# WHAT THIS TASK INVOLVES:
Return only those lines of the material that contain "Orchard".

# PROVIDED DATA:
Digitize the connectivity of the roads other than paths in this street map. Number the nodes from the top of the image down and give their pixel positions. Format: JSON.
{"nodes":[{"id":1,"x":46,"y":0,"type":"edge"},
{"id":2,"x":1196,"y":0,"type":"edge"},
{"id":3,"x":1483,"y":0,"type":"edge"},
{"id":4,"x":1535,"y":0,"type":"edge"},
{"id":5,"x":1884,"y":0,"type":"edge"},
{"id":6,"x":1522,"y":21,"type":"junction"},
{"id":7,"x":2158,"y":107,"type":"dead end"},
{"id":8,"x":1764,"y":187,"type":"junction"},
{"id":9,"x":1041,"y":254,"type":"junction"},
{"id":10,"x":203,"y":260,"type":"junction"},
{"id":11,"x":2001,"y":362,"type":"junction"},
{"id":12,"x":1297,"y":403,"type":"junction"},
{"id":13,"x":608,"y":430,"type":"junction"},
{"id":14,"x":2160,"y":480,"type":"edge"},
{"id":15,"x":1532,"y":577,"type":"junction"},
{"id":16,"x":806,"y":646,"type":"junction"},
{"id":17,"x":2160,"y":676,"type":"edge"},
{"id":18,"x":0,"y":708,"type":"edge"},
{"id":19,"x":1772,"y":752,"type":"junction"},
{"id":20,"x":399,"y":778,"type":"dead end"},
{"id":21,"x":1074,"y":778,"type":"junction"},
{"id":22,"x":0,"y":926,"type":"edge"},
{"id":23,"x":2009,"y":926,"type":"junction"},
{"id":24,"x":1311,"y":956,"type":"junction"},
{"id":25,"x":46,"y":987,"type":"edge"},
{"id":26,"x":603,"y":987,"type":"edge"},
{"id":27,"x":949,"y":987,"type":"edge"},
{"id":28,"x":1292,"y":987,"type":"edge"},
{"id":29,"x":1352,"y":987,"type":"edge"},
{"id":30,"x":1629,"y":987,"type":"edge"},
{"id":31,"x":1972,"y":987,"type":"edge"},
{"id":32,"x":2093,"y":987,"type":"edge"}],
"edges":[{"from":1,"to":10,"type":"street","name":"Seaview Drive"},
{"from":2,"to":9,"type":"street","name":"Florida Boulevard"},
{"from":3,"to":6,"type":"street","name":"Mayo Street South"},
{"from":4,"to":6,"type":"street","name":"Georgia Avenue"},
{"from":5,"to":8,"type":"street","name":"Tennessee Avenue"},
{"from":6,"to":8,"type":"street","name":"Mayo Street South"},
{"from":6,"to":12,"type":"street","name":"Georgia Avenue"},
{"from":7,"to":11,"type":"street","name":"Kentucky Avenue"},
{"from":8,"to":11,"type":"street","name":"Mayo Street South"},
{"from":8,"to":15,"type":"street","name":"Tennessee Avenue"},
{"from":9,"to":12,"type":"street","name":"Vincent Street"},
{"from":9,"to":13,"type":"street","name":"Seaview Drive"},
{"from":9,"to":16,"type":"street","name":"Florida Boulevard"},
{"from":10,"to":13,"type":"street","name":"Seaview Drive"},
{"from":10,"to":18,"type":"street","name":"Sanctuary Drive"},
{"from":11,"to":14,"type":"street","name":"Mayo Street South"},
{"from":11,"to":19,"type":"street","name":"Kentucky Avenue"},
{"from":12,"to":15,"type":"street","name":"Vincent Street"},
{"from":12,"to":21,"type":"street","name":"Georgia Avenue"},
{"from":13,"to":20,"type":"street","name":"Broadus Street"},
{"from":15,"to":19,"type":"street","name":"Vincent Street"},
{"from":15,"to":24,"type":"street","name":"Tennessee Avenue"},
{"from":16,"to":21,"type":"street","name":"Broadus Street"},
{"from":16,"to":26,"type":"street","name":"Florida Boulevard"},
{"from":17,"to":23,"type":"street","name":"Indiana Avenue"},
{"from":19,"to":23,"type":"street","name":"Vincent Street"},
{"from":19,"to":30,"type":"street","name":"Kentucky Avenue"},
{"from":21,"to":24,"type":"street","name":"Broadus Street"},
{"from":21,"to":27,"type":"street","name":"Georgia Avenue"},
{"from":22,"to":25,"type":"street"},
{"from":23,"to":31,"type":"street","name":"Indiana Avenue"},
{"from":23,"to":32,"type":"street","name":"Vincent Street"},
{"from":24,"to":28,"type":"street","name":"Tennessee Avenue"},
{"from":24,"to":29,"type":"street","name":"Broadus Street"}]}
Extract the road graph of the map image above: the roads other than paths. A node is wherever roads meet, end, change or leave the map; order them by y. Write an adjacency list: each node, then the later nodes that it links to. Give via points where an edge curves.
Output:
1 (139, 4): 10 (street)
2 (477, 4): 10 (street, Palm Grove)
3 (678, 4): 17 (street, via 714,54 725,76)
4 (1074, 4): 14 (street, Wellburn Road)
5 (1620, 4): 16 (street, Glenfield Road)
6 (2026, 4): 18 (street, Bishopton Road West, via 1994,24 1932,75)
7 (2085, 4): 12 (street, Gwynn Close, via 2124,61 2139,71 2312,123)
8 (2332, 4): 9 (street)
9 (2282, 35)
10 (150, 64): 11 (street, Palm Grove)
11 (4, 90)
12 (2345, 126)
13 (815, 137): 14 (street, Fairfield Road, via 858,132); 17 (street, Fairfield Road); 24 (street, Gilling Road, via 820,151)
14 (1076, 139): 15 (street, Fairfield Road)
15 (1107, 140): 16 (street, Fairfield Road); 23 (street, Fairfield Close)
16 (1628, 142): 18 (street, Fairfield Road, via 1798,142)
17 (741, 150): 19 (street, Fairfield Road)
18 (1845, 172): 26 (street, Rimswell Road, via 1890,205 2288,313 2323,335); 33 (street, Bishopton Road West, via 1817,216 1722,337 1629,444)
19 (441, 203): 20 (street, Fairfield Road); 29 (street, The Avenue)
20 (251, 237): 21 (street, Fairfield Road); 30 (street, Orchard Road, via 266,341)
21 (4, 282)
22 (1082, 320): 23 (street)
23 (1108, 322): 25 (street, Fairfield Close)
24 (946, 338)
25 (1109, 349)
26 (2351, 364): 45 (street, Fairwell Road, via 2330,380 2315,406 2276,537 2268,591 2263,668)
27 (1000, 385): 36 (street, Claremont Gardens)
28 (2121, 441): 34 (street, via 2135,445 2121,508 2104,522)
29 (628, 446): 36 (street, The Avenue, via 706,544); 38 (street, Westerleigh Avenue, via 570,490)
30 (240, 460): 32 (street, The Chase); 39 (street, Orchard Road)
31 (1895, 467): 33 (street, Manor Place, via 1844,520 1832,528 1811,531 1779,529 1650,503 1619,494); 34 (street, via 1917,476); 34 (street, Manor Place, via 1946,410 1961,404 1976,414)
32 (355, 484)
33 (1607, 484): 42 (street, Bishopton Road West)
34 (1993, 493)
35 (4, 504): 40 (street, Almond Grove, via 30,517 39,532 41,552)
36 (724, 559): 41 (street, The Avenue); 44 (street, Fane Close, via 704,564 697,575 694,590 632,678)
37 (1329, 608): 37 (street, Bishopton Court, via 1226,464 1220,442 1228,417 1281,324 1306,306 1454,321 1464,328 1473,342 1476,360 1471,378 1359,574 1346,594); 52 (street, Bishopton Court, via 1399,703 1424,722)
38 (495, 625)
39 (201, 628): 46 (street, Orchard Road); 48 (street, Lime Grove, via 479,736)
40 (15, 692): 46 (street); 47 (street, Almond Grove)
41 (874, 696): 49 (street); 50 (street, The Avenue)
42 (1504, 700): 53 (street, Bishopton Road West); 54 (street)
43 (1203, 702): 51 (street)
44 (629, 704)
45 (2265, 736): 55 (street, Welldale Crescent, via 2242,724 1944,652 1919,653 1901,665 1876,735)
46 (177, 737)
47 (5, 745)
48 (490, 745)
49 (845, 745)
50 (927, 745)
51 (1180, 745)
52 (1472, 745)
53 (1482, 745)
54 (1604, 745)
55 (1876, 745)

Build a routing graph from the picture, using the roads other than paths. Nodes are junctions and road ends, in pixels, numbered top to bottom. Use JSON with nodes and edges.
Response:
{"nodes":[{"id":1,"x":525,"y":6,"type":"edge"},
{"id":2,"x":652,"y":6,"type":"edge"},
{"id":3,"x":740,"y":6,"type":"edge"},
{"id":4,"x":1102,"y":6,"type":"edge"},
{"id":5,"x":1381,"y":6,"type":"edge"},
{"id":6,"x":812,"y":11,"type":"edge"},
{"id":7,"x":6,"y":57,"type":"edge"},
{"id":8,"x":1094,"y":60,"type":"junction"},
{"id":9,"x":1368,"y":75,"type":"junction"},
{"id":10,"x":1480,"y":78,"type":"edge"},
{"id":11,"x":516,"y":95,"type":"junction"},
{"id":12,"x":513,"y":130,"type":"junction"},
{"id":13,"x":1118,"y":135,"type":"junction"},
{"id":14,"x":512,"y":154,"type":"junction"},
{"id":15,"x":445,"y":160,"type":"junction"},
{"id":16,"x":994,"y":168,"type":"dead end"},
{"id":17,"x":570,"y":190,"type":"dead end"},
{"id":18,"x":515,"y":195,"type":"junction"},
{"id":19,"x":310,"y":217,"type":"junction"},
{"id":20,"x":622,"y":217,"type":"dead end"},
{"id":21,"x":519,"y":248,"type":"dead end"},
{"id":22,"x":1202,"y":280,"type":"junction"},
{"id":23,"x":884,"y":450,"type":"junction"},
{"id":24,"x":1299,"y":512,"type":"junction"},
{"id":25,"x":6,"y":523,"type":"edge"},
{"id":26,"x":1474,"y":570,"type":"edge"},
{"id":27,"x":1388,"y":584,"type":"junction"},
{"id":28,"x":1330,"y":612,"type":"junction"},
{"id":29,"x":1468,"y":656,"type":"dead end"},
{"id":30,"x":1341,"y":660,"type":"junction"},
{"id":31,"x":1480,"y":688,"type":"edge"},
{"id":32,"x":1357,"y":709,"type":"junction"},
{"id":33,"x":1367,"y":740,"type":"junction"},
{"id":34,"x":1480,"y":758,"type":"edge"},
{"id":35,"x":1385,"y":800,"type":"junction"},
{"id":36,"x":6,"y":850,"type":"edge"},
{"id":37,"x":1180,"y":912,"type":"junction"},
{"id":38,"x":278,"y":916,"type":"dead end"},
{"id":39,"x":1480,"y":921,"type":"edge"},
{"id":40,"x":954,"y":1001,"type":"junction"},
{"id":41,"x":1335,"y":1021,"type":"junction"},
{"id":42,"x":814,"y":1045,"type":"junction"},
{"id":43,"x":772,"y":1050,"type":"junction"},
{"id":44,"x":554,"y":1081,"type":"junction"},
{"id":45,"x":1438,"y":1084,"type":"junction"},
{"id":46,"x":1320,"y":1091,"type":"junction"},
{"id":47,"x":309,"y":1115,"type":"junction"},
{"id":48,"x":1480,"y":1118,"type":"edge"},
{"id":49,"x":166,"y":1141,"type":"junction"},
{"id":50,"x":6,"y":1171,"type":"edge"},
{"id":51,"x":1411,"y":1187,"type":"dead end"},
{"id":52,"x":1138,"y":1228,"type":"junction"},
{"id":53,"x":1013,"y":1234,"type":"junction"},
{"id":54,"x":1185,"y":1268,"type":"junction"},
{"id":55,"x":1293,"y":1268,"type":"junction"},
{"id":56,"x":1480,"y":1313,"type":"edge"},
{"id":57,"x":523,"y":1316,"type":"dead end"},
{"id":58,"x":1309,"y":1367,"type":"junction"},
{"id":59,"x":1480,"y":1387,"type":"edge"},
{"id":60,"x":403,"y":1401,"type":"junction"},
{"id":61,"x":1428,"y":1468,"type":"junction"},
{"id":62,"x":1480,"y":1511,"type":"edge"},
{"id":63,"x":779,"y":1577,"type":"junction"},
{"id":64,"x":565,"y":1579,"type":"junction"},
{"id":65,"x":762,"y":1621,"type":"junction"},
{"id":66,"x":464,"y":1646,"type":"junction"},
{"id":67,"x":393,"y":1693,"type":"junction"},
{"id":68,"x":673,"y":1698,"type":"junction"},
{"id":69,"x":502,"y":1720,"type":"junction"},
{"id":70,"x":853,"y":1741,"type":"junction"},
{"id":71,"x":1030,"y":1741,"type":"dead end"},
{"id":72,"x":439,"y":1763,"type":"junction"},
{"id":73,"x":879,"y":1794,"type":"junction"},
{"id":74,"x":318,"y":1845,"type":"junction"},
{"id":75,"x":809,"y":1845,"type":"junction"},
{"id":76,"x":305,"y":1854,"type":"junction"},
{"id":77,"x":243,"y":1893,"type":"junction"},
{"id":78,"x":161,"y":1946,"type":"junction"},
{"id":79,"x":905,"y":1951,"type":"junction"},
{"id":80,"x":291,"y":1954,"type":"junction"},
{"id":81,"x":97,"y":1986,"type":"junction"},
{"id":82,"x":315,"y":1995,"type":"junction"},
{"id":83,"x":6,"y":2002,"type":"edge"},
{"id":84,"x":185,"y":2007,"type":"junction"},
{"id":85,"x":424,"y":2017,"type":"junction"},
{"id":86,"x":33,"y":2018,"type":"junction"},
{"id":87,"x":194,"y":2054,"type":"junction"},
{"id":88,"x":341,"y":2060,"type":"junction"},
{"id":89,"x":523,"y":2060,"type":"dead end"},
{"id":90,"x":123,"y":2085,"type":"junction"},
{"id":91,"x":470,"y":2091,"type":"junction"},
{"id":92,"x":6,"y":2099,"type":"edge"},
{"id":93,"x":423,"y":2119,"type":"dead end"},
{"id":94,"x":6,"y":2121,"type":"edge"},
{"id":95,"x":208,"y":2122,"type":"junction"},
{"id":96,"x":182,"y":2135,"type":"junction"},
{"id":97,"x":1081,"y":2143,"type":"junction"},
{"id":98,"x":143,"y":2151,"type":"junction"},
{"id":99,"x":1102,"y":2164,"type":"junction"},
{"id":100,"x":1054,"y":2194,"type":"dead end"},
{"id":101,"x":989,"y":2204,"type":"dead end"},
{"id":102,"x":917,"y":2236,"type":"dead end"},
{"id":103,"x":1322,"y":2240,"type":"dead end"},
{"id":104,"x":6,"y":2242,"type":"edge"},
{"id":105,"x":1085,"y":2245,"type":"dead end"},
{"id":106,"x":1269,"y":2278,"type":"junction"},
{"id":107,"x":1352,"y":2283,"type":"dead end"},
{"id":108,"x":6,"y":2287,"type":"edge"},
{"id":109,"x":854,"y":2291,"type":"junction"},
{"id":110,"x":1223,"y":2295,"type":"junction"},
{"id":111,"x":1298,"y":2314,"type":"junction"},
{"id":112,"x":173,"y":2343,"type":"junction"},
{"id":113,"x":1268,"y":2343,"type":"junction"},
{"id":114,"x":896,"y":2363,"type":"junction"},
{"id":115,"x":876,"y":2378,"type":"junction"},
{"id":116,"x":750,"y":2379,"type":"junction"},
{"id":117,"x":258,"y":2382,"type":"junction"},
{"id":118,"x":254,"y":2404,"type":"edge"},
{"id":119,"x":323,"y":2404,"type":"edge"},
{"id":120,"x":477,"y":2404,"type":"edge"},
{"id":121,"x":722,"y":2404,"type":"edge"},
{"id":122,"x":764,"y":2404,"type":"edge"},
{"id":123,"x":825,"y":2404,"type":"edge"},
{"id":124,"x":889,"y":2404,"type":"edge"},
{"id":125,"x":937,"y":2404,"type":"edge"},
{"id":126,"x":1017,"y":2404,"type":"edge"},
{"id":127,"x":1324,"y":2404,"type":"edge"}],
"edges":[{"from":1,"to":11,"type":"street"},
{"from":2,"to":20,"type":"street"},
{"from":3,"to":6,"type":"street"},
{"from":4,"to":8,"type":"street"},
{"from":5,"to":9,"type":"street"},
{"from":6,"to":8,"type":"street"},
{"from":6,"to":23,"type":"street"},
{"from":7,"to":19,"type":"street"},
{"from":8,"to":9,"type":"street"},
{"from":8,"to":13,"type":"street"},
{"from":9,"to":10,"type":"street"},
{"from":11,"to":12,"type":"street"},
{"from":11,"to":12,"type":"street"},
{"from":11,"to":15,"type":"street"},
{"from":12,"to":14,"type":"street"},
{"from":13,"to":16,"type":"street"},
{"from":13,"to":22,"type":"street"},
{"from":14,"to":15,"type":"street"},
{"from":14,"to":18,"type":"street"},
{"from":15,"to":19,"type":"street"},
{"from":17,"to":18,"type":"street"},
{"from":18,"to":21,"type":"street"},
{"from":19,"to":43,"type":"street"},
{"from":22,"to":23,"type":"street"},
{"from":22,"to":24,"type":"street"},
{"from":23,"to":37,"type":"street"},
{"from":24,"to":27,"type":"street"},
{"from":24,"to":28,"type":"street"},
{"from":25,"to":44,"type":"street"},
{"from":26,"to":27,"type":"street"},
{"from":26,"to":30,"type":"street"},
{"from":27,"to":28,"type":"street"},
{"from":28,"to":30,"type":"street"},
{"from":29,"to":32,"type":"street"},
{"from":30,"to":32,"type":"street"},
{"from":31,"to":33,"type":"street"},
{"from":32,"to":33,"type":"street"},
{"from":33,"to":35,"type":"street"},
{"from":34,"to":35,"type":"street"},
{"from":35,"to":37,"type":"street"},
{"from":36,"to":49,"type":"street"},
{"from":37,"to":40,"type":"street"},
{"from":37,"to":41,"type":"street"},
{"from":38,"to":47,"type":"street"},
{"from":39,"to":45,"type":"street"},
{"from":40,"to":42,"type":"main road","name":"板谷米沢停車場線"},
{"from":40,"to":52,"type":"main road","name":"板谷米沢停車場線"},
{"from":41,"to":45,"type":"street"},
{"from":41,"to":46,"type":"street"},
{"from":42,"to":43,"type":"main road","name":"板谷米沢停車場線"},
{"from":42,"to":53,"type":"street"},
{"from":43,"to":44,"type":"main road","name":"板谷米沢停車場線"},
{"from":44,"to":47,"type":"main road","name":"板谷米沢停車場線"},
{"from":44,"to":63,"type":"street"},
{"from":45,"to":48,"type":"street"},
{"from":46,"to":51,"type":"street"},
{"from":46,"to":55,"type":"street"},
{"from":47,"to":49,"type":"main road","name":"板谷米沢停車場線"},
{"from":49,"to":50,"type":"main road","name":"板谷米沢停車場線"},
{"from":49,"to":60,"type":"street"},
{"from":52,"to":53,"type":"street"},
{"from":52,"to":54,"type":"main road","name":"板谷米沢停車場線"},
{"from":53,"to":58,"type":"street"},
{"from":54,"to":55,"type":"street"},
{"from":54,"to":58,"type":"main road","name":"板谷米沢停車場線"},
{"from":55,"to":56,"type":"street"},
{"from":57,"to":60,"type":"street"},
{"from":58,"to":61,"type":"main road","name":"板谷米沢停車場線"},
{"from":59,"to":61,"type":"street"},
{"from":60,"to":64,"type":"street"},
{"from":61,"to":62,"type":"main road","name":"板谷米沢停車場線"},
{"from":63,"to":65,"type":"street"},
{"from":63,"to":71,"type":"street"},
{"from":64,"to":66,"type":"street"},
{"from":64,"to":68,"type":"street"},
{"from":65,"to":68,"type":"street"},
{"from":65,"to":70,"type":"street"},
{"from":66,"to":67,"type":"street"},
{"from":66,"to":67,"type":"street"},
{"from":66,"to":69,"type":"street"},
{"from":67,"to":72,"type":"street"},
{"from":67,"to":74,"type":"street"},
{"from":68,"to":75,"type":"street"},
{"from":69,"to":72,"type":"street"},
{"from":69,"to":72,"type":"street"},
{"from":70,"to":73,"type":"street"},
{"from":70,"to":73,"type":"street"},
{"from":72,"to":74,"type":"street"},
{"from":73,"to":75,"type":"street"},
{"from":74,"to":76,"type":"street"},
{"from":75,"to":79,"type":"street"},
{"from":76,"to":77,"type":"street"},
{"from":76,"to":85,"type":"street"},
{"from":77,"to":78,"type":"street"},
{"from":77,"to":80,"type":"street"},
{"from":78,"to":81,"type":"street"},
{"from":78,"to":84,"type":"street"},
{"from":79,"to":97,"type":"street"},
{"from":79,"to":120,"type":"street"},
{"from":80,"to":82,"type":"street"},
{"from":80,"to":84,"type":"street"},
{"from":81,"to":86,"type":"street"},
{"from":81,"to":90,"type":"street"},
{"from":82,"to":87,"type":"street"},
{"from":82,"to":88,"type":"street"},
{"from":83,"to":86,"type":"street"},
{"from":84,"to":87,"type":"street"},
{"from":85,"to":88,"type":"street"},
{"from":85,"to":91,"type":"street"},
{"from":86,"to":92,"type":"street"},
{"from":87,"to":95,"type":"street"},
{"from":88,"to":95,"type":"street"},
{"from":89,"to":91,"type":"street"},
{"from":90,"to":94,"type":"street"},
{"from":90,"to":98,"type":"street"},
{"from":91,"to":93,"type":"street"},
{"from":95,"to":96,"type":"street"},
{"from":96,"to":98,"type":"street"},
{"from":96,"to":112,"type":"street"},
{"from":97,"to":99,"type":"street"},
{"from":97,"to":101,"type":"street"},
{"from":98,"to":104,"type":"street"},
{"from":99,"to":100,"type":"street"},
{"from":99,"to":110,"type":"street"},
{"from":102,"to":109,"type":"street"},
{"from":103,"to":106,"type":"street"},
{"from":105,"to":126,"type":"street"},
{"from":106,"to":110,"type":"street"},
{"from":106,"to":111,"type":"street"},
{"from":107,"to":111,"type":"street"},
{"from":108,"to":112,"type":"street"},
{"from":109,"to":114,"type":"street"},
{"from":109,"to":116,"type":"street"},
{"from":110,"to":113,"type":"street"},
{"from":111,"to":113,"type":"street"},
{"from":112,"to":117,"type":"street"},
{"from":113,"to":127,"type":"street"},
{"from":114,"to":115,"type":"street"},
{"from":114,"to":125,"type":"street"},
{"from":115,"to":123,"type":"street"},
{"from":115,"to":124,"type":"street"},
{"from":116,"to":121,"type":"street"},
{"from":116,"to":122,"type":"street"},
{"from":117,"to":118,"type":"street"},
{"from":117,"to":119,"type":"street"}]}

# RESPONSE AREA:
20 (251, 237): 21 (street, Fairfield Road); 30 (street, Orchard Road, via 266,341)
30 (240, 460): 32 (street, The Chase); 39 (street, Orchard Road)
39 (201, 628): 46 (street, Orchard Road); 48 (street, Lime Grove, via 479,736)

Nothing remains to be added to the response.